The tables can have foreign key relationships, however snowflake does not enforce them. Irrespective of foreign key relationships, tables gets joined and their usage can be interpreted based on the query statement. These join may occur due to natural matching keys, example ids or not so natural keys ,like using the like /in operators.
Inspecting issued query statements provides a way of determine the relationships among tables. They could answer queries such as:
- under which operations(insert vs merge vs select) are the table related
- How often these statement are issued, which involves joint multiple tables.
- Is there a cluster of closely related tables in my dataset.
- Are there any cross database, schema table relationship
In order to solve for the above scenario it lead me to use capabilities using Spark Graph. Once built, building the visual graph was simple. The resulting visualization is
If you could infer at quick glance that there are 3 clusters of related tables, well I achieved my stated goal again.

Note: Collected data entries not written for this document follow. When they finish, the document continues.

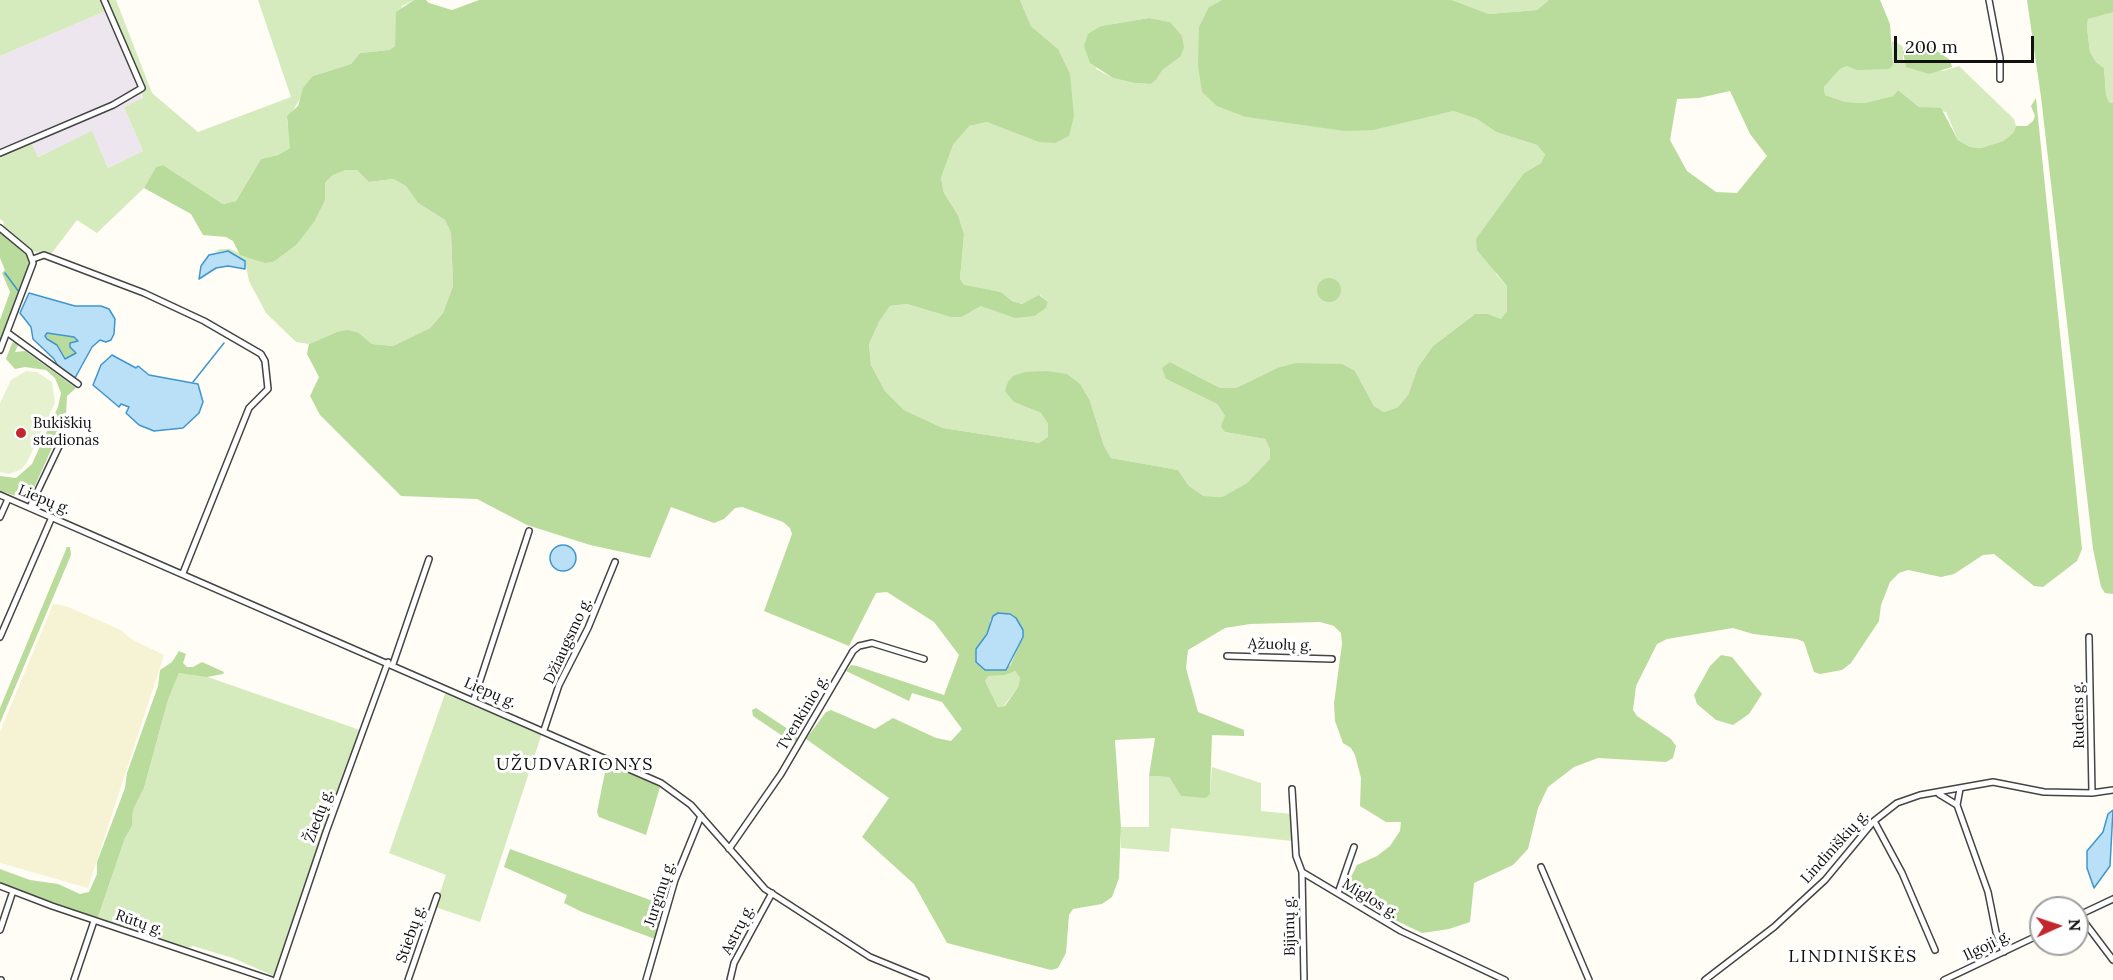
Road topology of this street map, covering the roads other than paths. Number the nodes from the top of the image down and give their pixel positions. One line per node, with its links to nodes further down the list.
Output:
1 (104, 0): 4 (street)
2 (1989, 0): 3 (street)
3 (2000, 79)
4 (0, 153)
5 (0, 228): 6 (street)
6 (33, 259): 7 (street); 19 (street)
7 (8, 333): 8 (street); 9 (street)
8 (0, 350)
9 (78, 384)
10 (63, 438): 13 (street)
11 (0, 495): 12 (street, Liepų g.)
12 (8, 499): 13 (street, Liepų g.); 15 (street)
13 (30, 507): 14 (street, Liepų g.)
14 (52, 516): 19 (street, Liepų g.); 21 (street)
15 (0, 517)
16 (529, 531): 26 (street)
17 (429, 559): 25 (street, Žiedų g.)
18 (615, 562): 27 (street, Džiaugsmo g.)
19 (183, 573): 25 (street, Liepų g.)
20 (2089, 637): 31 (street, Rudens g.)
21 (0, 638)
22 (1227, 656): 24 (street, Ąžuolų g.)
23 (924, 659): 37 (street, Tvenkinio g.)
24 (1332, 659)
25 (391, 663): 26 (street, Liepų g.); 56 (street, Žiedų g.)
26 (474, 699): 27 (street, Liepų g.)
27 (544, 730): 34 (street, Liepų g.)
28 (1292, 789): 39 (street)
29 (1960, 789): 31 (street, Lindiniškių g.); 32 (street, Lindiniškių g.); 33 (street)
30 (2113, 790): 31 (street, Lindiniškių g.)
31 (2092, 793)
32 (1938, 794): 33 (street); 35 (street, Lindiniškių g.)
33 (1957, 805): 52 (street)
34 (701, 816): 37 (street, Liepų g.); 58 (street, Jurginų g.)
35 (1874, 821): 51 (street); 64 (street, Lindiniškių g.)
36 (1354, 847): 43 (street)
37 (729, 849): 42 (street, Liepų g.)
38 (1540, 867): 63 (street)
39 (1302, 872): 43 (street, Miglos g.); 61 (street, Bijūnų g.)
40 (0, 886): 41 (street, Rūtų g.)
41 (13, 891): 47 (street, Rūtų g.); 48 (street)
42 (772, 893): 59 (street, Astrų g.); 60 (street, Liepų g.)
43 (1338, 893): 62 (street, Miglos g.)
44 (437, 896): 57 (street, Stiebų g.)
45 (2113, 899): 46 (street)
46 (2089, 911)
47 (94, 921): 55 (street); 56 (street, Rūtų g.)
48 (0, 930)
49 (2089, 930): 53 (street)
50 (2029, 940): 52 (street, Ilgoji g.)
51 (1935, 950)
52 (2004, 952): 54 (street, Ilgoji g.)
53 (2113, 960)
54 (1955, 978): 65 (street, Ilgoji g.)
55 (74, 980)
56 (274, 980)
57 (408, 980)
58 (646, 980)
59 (730, 980)
60 (926, 980)
61 (1304, 980)
62 (1505, 980)
63 (1589, 980)
64 (1706, 980)
65 (1944, 980)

A user can have access to operate on multiple warehouse. They might use these warehouse based on different roles/operations. Here is a visual of how the users were interacting with the different warehouses and the type of operations that they performed
Using this we could potentially identify if users are utilizing only a large size warehouse for all their work and if we could divert them to smaller size ,to potentially save credits.
Have we achieved all the views there is ? Certainly not, this is just tip of the ice. There are lot more things you can achieve. For thoughts:
- Identify and group queries that are similar
- List out unique set of queries executed.
- Which query is costly and how often it is executed.
- Do relate the user, warehouse etc where the queries are executed.
And so on so forth.
If you are following my thoughts so far, atleast in my mind, I am going may be there is a pathway here for a data governance functionality.
The spark/databricks environment provided a good opportunity to handle as more data is present in original views. And also the cloud nature makes it easy to get charged only on a need basis.
If your data is in AWS, maybe there are more scenarios if you marry the data from snowflake and AWS glue catalog.
If the above approach looks plausible, may be a community effort can be done to build out and add more such notebooks into the repo. Thus could be shared by snowflakers (hmmm is that a new community if we could call ourselves!!).
There is actually town named Snowflake in Arizona
For now happy snowplowing data into snowflake db!!